Instructions for the task:
Scan the material for the string "Şehitler" and copy out every line in which it occurs.
----
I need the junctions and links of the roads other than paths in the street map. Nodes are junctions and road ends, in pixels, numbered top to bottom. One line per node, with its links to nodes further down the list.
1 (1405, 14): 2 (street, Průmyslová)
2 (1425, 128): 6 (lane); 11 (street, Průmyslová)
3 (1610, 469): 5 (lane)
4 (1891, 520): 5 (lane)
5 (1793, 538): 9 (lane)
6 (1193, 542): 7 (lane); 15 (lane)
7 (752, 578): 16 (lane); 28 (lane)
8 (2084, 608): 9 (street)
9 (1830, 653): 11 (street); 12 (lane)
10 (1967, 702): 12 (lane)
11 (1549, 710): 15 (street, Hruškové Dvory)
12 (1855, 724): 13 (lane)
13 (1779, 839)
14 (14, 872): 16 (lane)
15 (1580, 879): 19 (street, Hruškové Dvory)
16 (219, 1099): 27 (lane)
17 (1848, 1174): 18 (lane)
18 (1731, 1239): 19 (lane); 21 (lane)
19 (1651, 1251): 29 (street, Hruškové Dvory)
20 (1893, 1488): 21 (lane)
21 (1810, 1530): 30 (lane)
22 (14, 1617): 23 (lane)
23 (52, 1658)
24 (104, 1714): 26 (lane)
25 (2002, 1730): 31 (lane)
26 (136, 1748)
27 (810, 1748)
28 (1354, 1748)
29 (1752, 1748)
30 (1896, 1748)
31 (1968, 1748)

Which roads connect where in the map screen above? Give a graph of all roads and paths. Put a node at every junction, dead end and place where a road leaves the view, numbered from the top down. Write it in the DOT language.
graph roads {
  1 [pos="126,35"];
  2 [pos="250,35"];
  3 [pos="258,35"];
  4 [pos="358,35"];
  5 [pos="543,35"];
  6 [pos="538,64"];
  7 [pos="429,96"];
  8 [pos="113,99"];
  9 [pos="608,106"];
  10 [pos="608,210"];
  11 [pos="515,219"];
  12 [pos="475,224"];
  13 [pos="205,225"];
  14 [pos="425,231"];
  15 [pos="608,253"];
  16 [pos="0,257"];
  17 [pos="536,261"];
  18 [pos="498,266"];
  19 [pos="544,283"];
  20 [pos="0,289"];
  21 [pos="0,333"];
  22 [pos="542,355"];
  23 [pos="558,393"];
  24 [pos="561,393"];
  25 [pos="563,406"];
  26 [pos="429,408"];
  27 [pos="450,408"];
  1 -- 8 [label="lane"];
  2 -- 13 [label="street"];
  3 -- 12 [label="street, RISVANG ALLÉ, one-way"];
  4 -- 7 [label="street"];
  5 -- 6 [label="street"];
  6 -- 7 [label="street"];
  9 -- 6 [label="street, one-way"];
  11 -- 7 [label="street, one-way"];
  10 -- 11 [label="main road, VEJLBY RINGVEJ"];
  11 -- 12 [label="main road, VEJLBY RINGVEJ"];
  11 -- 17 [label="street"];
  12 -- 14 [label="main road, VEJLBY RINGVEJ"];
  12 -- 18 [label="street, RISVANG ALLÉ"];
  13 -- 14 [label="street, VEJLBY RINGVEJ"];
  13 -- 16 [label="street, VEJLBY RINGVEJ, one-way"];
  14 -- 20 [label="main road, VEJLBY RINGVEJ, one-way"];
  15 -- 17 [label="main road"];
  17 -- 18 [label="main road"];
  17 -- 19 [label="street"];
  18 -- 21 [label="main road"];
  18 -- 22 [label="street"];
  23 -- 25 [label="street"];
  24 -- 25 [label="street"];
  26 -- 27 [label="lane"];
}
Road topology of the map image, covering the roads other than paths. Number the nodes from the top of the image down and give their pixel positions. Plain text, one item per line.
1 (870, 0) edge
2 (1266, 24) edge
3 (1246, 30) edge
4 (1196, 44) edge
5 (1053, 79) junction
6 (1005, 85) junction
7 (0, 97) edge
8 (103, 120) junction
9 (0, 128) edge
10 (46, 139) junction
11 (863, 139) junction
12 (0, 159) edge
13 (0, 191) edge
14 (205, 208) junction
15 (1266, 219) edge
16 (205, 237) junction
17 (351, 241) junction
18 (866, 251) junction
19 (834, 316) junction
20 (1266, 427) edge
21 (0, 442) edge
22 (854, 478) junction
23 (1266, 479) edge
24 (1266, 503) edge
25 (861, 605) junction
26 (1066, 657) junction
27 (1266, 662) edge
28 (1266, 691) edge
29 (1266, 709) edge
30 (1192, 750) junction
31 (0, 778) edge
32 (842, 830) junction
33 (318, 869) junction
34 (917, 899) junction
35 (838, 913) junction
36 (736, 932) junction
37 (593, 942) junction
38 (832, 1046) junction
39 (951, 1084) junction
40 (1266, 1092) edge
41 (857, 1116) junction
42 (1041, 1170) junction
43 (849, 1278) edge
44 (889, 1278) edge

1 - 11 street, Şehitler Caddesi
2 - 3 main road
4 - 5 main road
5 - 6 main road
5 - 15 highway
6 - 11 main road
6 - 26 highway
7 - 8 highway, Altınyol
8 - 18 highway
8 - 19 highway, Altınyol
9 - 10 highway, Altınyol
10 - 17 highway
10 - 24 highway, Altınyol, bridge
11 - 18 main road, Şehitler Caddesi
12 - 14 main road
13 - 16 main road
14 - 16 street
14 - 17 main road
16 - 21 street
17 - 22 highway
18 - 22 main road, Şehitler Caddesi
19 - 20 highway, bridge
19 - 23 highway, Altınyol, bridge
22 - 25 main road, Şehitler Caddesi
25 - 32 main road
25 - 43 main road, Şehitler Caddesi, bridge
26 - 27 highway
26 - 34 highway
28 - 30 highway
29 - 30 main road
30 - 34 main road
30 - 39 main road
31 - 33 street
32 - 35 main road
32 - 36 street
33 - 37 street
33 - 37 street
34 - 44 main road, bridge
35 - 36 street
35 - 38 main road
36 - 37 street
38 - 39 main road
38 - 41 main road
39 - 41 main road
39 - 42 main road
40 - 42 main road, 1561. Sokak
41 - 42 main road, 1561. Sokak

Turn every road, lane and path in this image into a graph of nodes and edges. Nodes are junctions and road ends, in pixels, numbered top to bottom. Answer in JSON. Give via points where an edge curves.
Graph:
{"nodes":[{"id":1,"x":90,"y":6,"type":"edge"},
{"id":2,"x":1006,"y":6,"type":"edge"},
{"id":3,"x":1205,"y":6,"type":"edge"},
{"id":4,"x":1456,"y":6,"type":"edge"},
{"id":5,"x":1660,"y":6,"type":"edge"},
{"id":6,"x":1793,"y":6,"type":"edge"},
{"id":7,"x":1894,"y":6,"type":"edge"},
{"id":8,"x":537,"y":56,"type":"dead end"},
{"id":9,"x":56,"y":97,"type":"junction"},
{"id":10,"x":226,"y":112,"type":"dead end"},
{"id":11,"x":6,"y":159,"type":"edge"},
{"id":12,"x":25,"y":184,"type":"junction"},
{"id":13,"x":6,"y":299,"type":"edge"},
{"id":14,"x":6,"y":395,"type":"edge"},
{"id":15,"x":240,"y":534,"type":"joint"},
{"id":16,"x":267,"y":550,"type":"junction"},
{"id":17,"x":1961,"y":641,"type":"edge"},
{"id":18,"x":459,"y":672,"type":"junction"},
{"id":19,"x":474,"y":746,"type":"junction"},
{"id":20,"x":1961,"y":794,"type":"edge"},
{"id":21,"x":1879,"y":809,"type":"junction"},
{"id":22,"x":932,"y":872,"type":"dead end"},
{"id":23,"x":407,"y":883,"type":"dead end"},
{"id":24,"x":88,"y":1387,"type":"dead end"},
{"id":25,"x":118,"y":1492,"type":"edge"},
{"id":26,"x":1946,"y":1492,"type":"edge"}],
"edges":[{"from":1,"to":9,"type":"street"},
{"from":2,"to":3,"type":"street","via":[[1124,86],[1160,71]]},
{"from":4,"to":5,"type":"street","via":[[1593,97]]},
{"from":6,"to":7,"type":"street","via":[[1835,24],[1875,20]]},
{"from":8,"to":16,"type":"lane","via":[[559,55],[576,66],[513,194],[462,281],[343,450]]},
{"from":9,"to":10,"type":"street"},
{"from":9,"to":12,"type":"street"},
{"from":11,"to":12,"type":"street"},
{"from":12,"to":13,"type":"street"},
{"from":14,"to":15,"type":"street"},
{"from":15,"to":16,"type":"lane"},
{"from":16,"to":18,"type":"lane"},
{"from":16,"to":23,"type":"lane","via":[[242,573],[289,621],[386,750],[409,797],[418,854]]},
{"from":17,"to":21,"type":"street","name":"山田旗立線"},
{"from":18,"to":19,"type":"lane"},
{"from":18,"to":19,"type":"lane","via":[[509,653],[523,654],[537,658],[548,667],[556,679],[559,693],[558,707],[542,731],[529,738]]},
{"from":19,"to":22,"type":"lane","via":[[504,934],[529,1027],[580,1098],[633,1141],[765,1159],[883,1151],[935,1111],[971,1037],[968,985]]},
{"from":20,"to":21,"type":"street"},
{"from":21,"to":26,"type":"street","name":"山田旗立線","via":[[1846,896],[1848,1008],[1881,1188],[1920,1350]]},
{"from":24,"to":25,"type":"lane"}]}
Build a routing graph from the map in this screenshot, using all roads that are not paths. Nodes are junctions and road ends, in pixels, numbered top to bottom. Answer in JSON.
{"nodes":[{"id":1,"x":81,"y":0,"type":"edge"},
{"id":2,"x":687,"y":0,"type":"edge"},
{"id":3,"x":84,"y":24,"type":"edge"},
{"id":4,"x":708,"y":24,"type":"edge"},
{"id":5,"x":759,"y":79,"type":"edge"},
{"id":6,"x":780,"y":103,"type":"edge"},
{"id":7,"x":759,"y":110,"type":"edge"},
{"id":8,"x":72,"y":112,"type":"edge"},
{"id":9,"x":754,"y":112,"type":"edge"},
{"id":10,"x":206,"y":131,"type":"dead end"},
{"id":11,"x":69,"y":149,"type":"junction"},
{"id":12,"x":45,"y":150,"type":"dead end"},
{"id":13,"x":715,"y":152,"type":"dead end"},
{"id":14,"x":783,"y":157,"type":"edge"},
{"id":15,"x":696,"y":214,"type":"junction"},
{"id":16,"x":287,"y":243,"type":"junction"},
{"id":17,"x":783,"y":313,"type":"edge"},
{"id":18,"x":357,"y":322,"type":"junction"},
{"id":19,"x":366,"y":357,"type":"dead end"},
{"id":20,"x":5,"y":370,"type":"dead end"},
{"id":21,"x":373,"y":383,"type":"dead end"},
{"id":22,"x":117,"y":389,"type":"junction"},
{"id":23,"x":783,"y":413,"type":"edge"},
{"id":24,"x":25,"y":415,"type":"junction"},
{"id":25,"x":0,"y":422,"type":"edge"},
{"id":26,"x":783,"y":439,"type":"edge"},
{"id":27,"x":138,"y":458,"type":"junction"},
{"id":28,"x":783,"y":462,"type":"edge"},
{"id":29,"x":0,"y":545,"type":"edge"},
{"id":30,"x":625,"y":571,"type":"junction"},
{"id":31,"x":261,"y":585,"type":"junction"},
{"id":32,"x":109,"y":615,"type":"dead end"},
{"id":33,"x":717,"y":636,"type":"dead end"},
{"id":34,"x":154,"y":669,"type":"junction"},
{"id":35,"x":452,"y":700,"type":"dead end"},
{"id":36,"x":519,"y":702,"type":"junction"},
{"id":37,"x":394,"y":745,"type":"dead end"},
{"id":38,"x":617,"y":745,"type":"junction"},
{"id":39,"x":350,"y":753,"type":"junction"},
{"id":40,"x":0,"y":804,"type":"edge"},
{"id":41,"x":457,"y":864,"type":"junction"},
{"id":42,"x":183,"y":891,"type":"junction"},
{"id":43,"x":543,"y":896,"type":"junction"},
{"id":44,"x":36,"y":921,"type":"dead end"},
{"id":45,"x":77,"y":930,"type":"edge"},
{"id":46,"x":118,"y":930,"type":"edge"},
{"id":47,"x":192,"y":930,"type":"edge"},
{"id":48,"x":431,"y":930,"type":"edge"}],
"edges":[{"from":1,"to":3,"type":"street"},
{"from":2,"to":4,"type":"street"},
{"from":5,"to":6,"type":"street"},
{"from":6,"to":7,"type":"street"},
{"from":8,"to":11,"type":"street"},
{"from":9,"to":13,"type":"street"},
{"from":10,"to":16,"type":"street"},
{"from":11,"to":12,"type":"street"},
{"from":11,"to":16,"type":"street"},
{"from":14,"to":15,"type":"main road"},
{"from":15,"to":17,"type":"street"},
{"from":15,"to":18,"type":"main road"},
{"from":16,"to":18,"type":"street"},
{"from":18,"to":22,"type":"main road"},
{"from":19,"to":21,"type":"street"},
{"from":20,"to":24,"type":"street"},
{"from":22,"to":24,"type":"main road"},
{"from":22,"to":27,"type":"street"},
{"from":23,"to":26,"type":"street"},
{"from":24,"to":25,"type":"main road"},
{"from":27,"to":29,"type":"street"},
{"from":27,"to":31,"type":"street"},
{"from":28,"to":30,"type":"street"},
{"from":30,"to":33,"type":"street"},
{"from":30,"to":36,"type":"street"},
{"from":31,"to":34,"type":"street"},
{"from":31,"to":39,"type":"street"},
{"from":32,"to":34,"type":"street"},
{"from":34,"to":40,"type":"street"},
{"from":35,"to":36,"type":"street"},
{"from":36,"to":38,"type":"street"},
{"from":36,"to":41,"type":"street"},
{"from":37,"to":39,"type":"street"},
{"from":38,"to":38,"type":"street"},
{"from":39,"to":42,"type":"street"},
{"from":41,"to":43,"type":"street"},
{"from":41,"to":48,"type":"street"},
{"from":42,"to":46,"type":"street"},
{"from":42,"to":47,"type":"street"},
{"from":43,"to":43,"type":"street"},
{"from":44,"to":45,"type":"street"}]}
----
Exercise response:
1 - 11 street, Şehitler Caddesi
11 - 18 main road, Şehitler Caddesi
18 - 22 main road, Şehitler Caddesi
22 - 25 main road, Şehitler Caddesi
25 - 43 main road, Şehitler Caddesi, bridge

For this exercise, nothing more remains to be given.